Debate: In Gaza's protests, Kurds should stand with Palestine

by Kerem Schamberger    

 

Editorial Introduction 
On the 16th of May, we published a statement released by the executive committee of the Kurdistan Workers Party (PKK), which demonstrated it's commitment to standing in solidarity with those in Gaza who had lost their lives in a series of protests on the Gaza/Israeli border. At the time, Israeli gunfire had left 1,500 wounded, and lead to the death of dozens over the course of one week. The statement itself was seen as controversial, by critics and sympathisers alike.  

The PKK provides the ideological tenants of the YPJ (Women's protection units), the YPG (Peoples protection units) and their political wing, the PYD (Democratic Union Party).  Over the course of the Syrian civil war, the PYD has been a leading partner of the International coalition against the so-called Islamic State (IS) and although the PYD is organisationally separate from the PKK, it adheres to the ideological perspectives of the PKK which have clearly become extremely important in shaping the sphere of West Asian politics.

In addition, the umbrella organisation of which the PKK is a member of, the KCK, has a presence in Iran, Turkey, Syria and Iran. Needless to be said, statements released by the PKK are therefore important, withstanding the controversial nature of the organization.

The latest statement released by the PKK, which emphasised "the solidarity of the Kurdish people with the Palestinian and Arab people", and which condemned the decision by many of Israel's allies to "announce Jerusalem as the capital of Israel", caused controversy, and drew a divisive line between left-wing and right-wing supporters of the Kurdish struggle for self-determination and IS. It also divided many in the Kurdish diaspora.   

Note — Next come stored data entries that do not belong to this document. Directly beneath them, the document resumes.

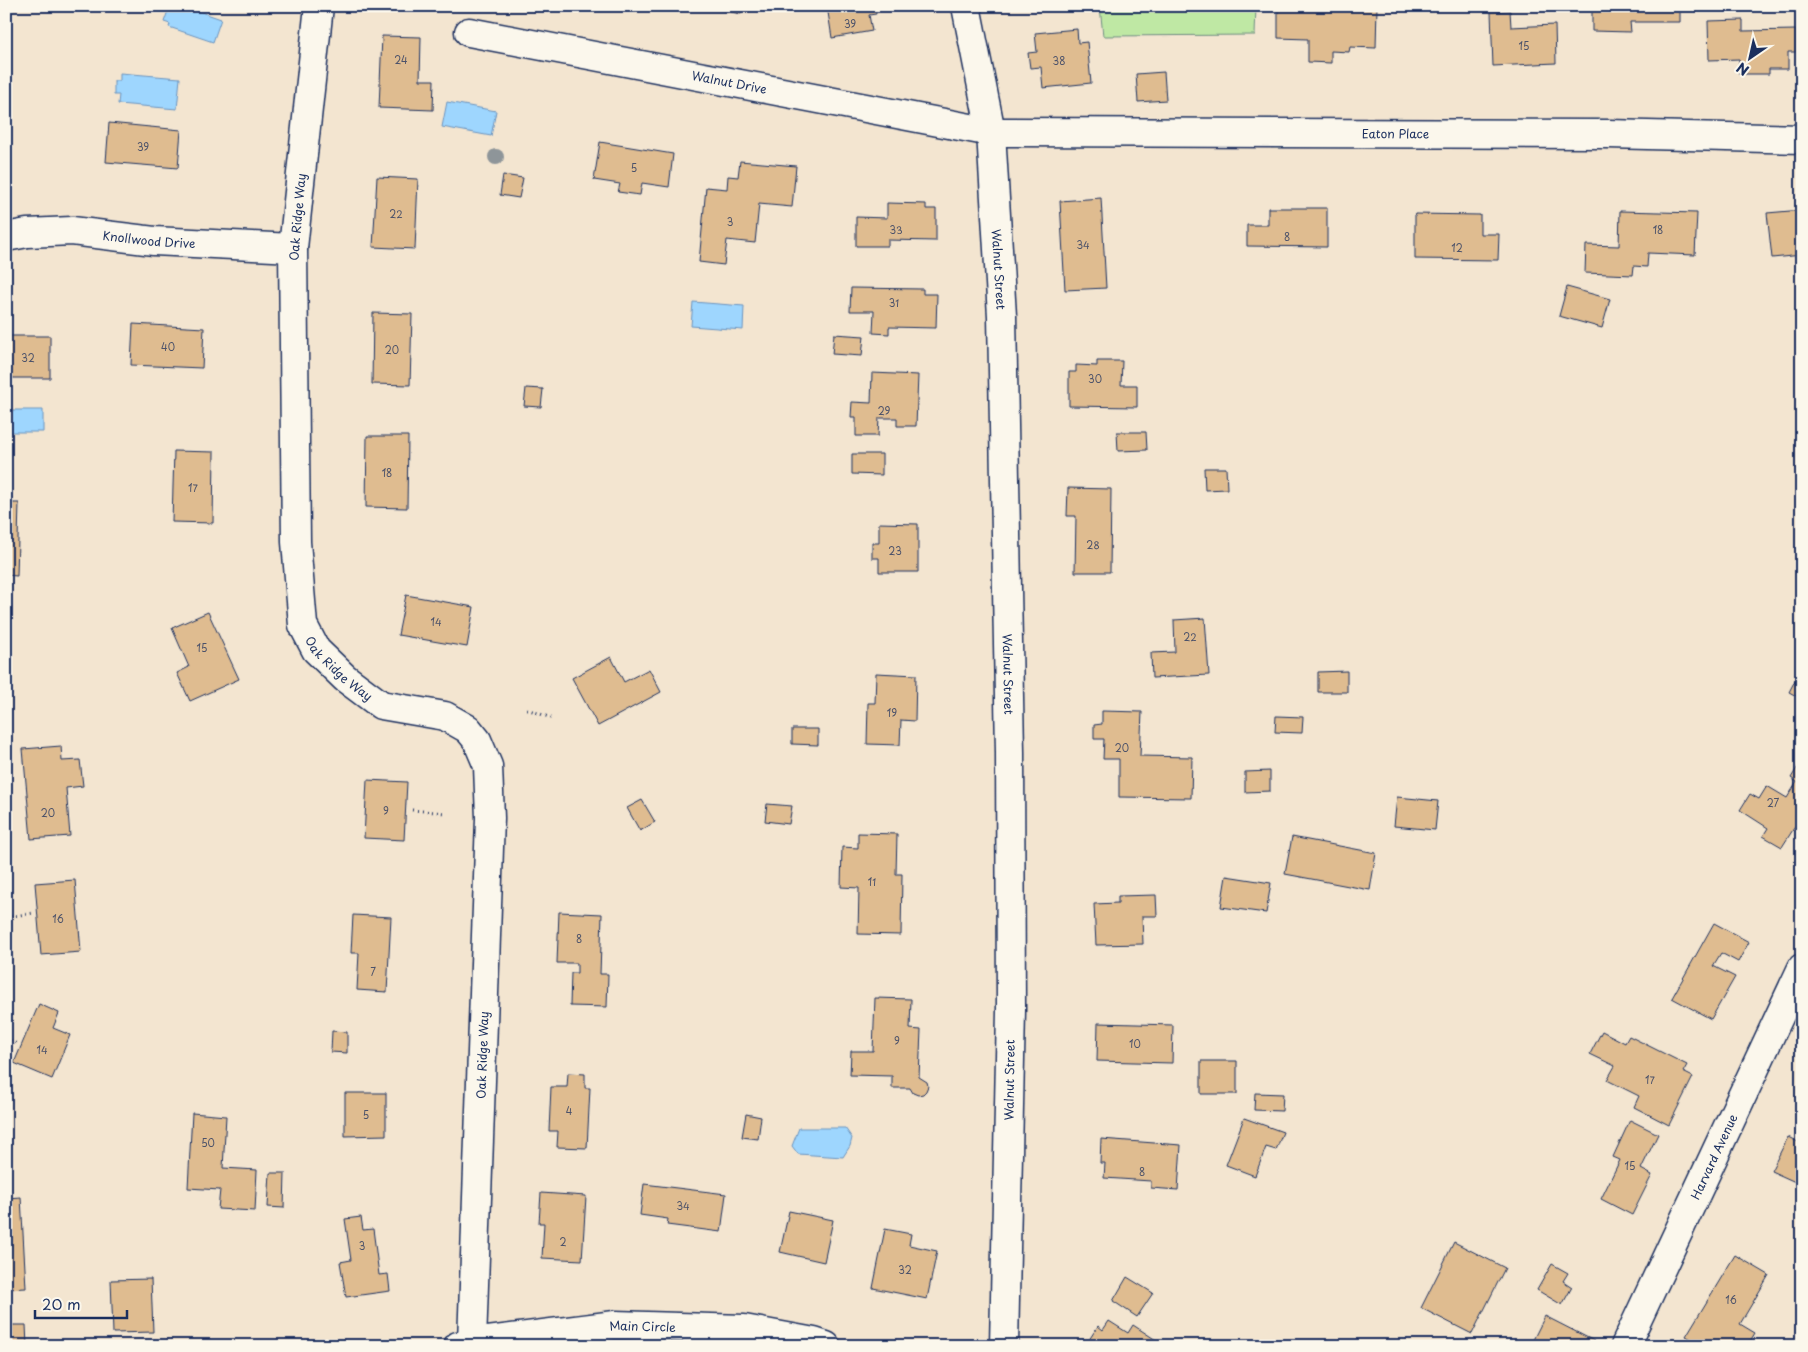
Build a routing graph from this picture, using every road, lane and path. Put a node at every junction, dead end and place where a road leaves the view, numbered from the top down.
1 (319, 6) edge
2 (966, 6) edge
3 (469, 32) dead end
4 (991, 132) junction
5 (1802, 139) edge
6 (6, 237) edge
7 (293, 248) junction
8 (527, 709) dead end
9 (551, 718) dead end
10 (412, 810) dead end
11 (446, 813) dead end
12 (34, 913) dead end
13 (6, 917) edge
14 (1802, 968) edge
15 (6, 1038) edge
16 (17, 1044) dead end
17 (465, 1344) edge
18 (826, 1346) edge
19 (1004, 1346) edge
20 (1625, 1346) edge

1 - 7 street, Oak Ridge Way
2 - 4 street, Walnut Street
3 - 4 street, Walnut Drive
4 - 5 street, Eaton Place
4 - 19 street, Walnut Street
6 - 7 street, Knollwood Drive
7 - 17 street, Oak Ridge Way
8 - 9 path
10 - 11 path
12 - 13 path
14 - 20 street, Harvard Avenue
15 - 16 path
17 - 18 street, Main Circle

The following is an article written by Kerem Schamberger, which is supportive of the latest PKK statement against the killings of Palestinians on the Gaza-Israeli border. It argues that because “Journalists have been killed in cold blood, nurses have been murdered, babies have died from tear gas, and thousands are susceptible to becoming permanently disabled”, to stand in solidarity with Gazan protesters is an act of humanism.   Furthermore, it also contends that the structural manner in which Turkey and Israel deal with the Kurdish and Palestinian questions respectively are remarkably the same. 

Make sure to read the counterpoint by Zach Daniel. The main thrust of his argument is that the "PKK should recognize the long-running sympathy and material support for the Kurdish cause that the Jewish People and their state have offered — and avoid a message of sympathy for the Palestinians that could be understood as an endorsement of Hamas’ barbaric tactics against civilians on both sides. "  

 

In the latest border protests, Kurds should stand with Palestine

The Kurdish Freedom movement is right to support the Palestinian Struggle and should always do so, for the Serhildan and Intifada are on the same path of liberation. This is why the latest statement released by the PKK in solidarity with Palestinians struggling for their right to self-determination should be supported.  

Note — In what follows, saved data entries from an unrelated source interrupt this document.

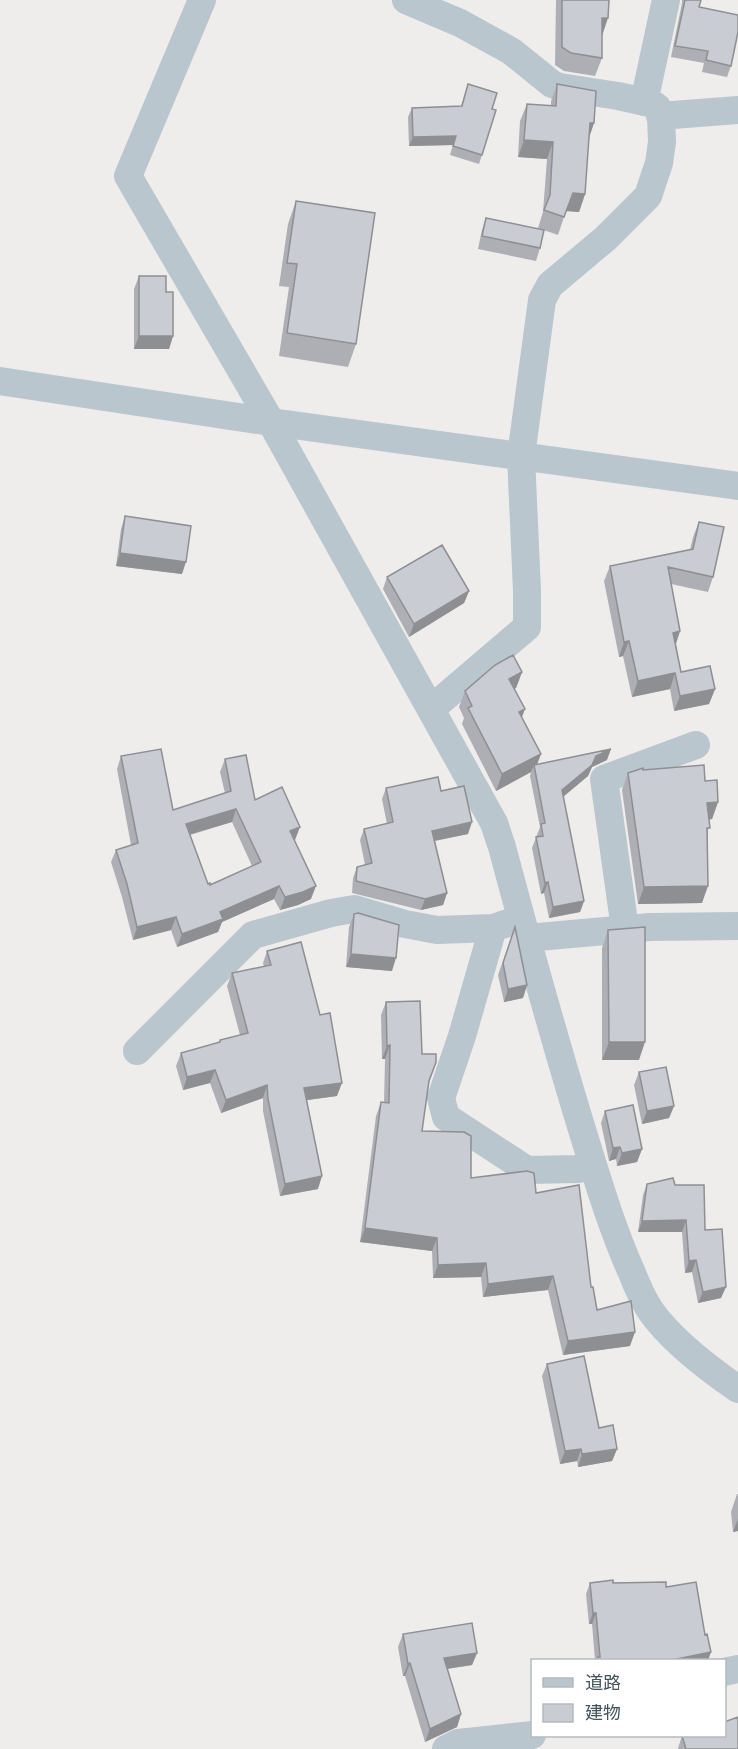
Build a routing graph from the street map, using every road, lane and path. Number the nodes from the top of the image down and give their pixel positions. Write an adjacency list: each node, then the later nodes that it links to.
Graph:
1 (202, 0): 7 (street)
2 (406, 0): 4 (street)
3 (666, 0): 4 (street)
4 (652, 109): 5 (street); 8 (street)
5 (738, 110)
6 (0, 381): 7 (street)
7 (271, 422): 8 (street); 10 (street)
8 (521, 456): 9 (street); 10 (street)
9 (738, 486)
10 (431, 709): 14 (street)
11 (696, 745): 15 (street)
12 (738, 926): 15 (street)
13 (493, 928): 14 (street); 16 (street); 17 (street)
14 (524, 928): 15 (street); 17 (street)
15 (626, 929)
16 (137, 1051)
17 (593, 1166): 18 (street)
18 (738, 1389)
19 (531, 1734): 20 (street)
20 (446, 1749)

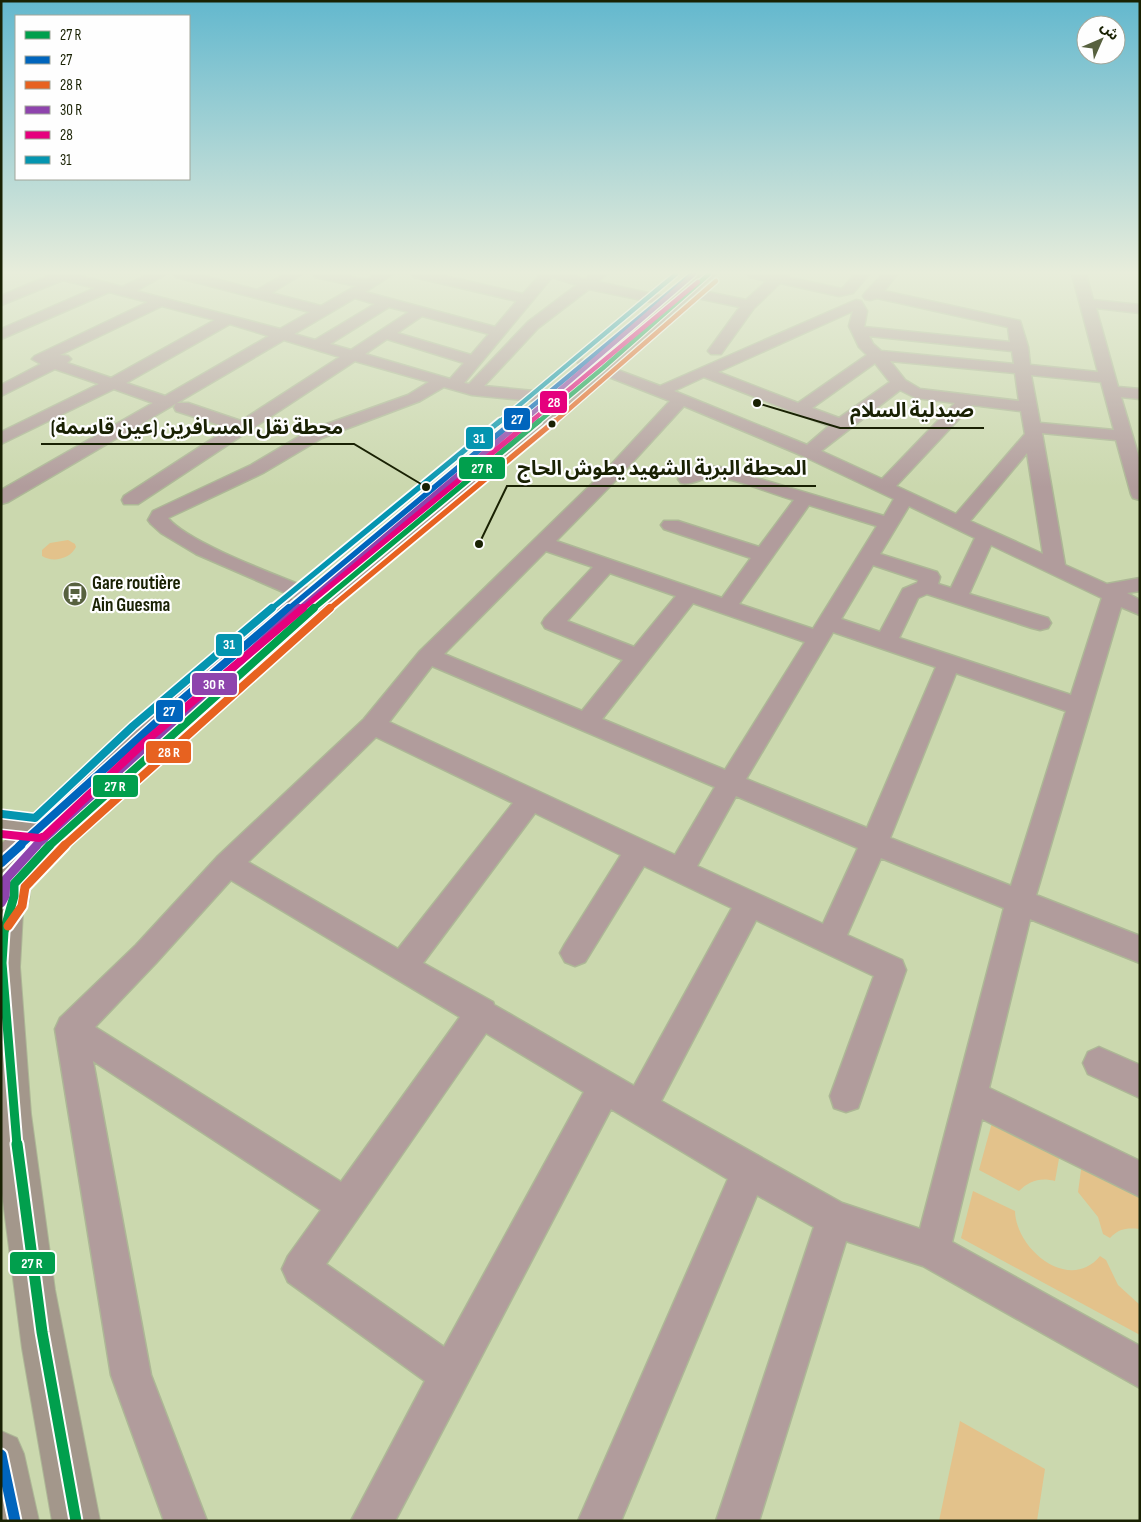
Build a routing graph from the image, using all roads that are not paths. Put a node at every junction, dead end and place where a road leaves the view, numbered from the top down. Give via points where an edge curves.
1 (80, 345) edge
2 (182, 345) edge
3 (276, 345) edge
4 (317, 345) edge
5 (369, 345) edge
6 (421, 345) edge
7 (487, 345) edge
8 (514, 345) edge
9 (615, 345) edge
10 (620, 345) edge
11 (720, 345) edge
12 (730, 345) edge
13 (762, 345) edge
14 (861, 345) edge
15 (868, 345) edge
16 (1000, 345) edge
17 (1098, 345) edge
18 (1020, 347) joint
19 (716, 351) junction
20 (872, 351) junction
21 (354, 356) junction
22 (47, 361) junction
23 (474, 361) junction
24 (682, 365) dead end
25 (591, 368) junction
26 (1024, 370) junction
27 (702, 371) junction
28 (1, 379) edge
29 (114, 383) junction
30 (448, 383) junction
31 (899, 383) junction
32 (1110, 385) junction
33 (472, 390) junction
34 (1, 391) edge
35 (669, 393) junction
36 (1140, 394) edge
37 (544, 397) junction
38 (968, 400) junction
39 (175, 405) junction
40 (1030, 407) junction
41 (800, 409) junction
42 (841, 425) junction
43 (242, 427) junction
44 (1034, 430) junction
45 (1, 439) edge
46 (1131, 445) edge
47 (810, 452) junction
48 (687, 479) dead end
49 (884, 488) junction
50 (1140, 494) edge
51 (1, 498) edge
52 (805, 498) junction
53 (904, 498) junction
54 (131, 500) dead end
55 (958, 523) junction
56 (890, 524) junction
57 (671, 525) dead end
58 (986, 535) junction
59 (541, 542) junction
60 (764, 555) junction
61 (869, 557) junction
62 (607, 564) junction
63 (1055, 567) junction
64 (1140, 584) edge
65 (926, 587) junction
66 (1110, 593) junction
67 (304, 594) junction
68 (689, 594) junction
69 (957, 597) junction
70 (726, 607) junction
71 (1140, 608) edge
72 (1040, 623) dead end
73 (824, 631) junction
74 (886, 642) junction
75 (428, 656) junction
76 (638, 657) junction
77 (949, 663) junction
78 (1079, 706) junction
79 (585, 723) junction
80 (373, 724) junction
81 (731, 782) junction
82 (530, 800) junction
83 (1, 824) edge
84 (39, 828) junction
85 (874, 843) junction
86 (638, 851) junction
87 (228, 864) junction
88 (680, 871) junction
89 (5, 891) edge
90 (1020, 901) junction
91 (750, 903) junction
92 (830, 940) junction
93 (1140, 950) edge
94 (575, 953) dead end
95 (403, 966) junction
96 (482, 1012) junction
97 (71, 1029) junction
98 (1099, 1063) dead end
99 (1140, 1082) edge
100 (605, 1087) junction
101 (846, 1096) dead end
102 (971, 1096) junction
103 (640, 1107) junction
104 (750, 1172) junction
105 (1140, 1180) edge
106 (346, 1206) junction
107 (835, 1219) junction
108 (932, 1251) junction
109 (1140, 1368) edge
110 (450, 1376) junction
111 (1, 1454) edge
112 (15, 1521) edge
113 (76, 1521) edge
114 (186, 1521) edge
115 (372, 1521) edge
116 (599, 1521) edge
117 (737, 1521) edge

1 - 22 street
2 - 29 street
3 - 39 street
4 - 21 street
5 - 21 street
6 - 23 street
7 - 23 street
8 - 33 street
9 - 25 main road
10 - 25 main road
11 - 19 street
12 - 19 street
13 - 27 street
14 - 20 street
15 - 20 street
16 - 18 street
17 - 32 street
18 - 26 street
19 - 24 street
20 - 26 street
20 - 31 street
20 - 41 street
21 - 30 street
21 - 43 street
22 - 28 street
22 - 29 street
22 - 34 street
23 - 30 street
25 - 35 street
25 - 35 street
25 - 37 main road
25 - 89 main road via 323,600 51,844
26 - 32 street
26 - 40 street
27 - 35 street
27 - 41 street
29 - 39 street
29 - 45 street
30 - 33 street
30 - 67 street via 316,434 265,465 160,515 158,520 168,529 208,551
31 - 38 street via 916,393
31 - 42 street
32 - 36 street
32 - 46 street
33 - 37 street
35 - 47 street
35 - 59 street via 613,473
37 - 67 main road
38 - 40 street
38 - 49 street
39 - 43 street
39 - 51 street via 42,486 17,489
40 - 44 street
41 - 42 street
42 - 47 street
43 - 54 street
44 - 46 street
44 - 55 street
44 - 63 street
46 - 50 street
47 - 49 street
48 - 52 street via 701,471 720,472
49 - 53 street
52 - 56 street
52 - 60 street
53 - 55 street
53 - 56 street
55 - 58 street
56 - 61 street
57 - 60 street
58 - 63 street
58 - 69 street
59 - 62 street
59 - 75 street
60 - 70 street
61 - 65 street via 930,577
61 - 73 street
62 - 68 street
62 - 76 street via 553,623
63 - 66 street
64 - 66 street
65 - 69 street
65 - 74 street via 910,594
66 - 71 street
66 - 78 street
67 - 84 main road via 139,734
68 - 70 street
68 - 76 street
69 - 72 street
70 - 73 street
73 - 74 street
73 - 81 street
74 - 77 street
75 - 79 street
75 - 80 street
76 - 79 street
77 - 78 street
77 - 85 street
78 - 90 street
79 - 81 street
80 - 82 street
80 - 87 street
81 - 85 street
81 - 88 street
82 - 86 street
82 - 95 street
83 - 84 highway
84 - 89 main road
85 - 90 street
85 - 92 street
86 - 88 street
86 - 94 street
87 - 95 street
87 - 97 street via 146,954
88 - 91 street
89 - 113 highway via 2,951 12,1110 52,1400
90 - 93 street
90 - 102 street
91 - 92 street
91 - 103 street
92 - 101 street via 891,970
95 - 96 street
96 - 100 street
96 - 106 street
97 - 106 street
97 - 114 street via 132,1376
98 - 99 street
100 - 103 street
100 - 110 street
102 - 105 street
102 - 108 street
103 - 104 street
104 - 107 street
104 - 116 street
106 - 110 street via 301,1269
107 - 108 street
107 - 117 street
108 - 109 street
110 - 115 street
111 - 112 highway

Since the Great March of Return protests began two months ago, 13,190 people are said to have been injured -- many of whom by live bullets --  and over a hundred have been killed. How many of those injured will eventually succumb to their wounds and die?

It is too early to tell.

Journalists have been killed in cold blood, nurses have been murdered, a baby has died from tear gas, thousands are susceptible to being permanently disabled. “I truly believe that much of the world completely underestimates the extent of the disaster in human terms that occurred in the Gaza Strip”, UNRWA’s Commissioner-General Pierre Krahenbuhl told the press on behalf of the United Nations, “As many people or even slightly more were injured during a total of 7 days of protests than were injured during the full duration of the 2014 conflict.”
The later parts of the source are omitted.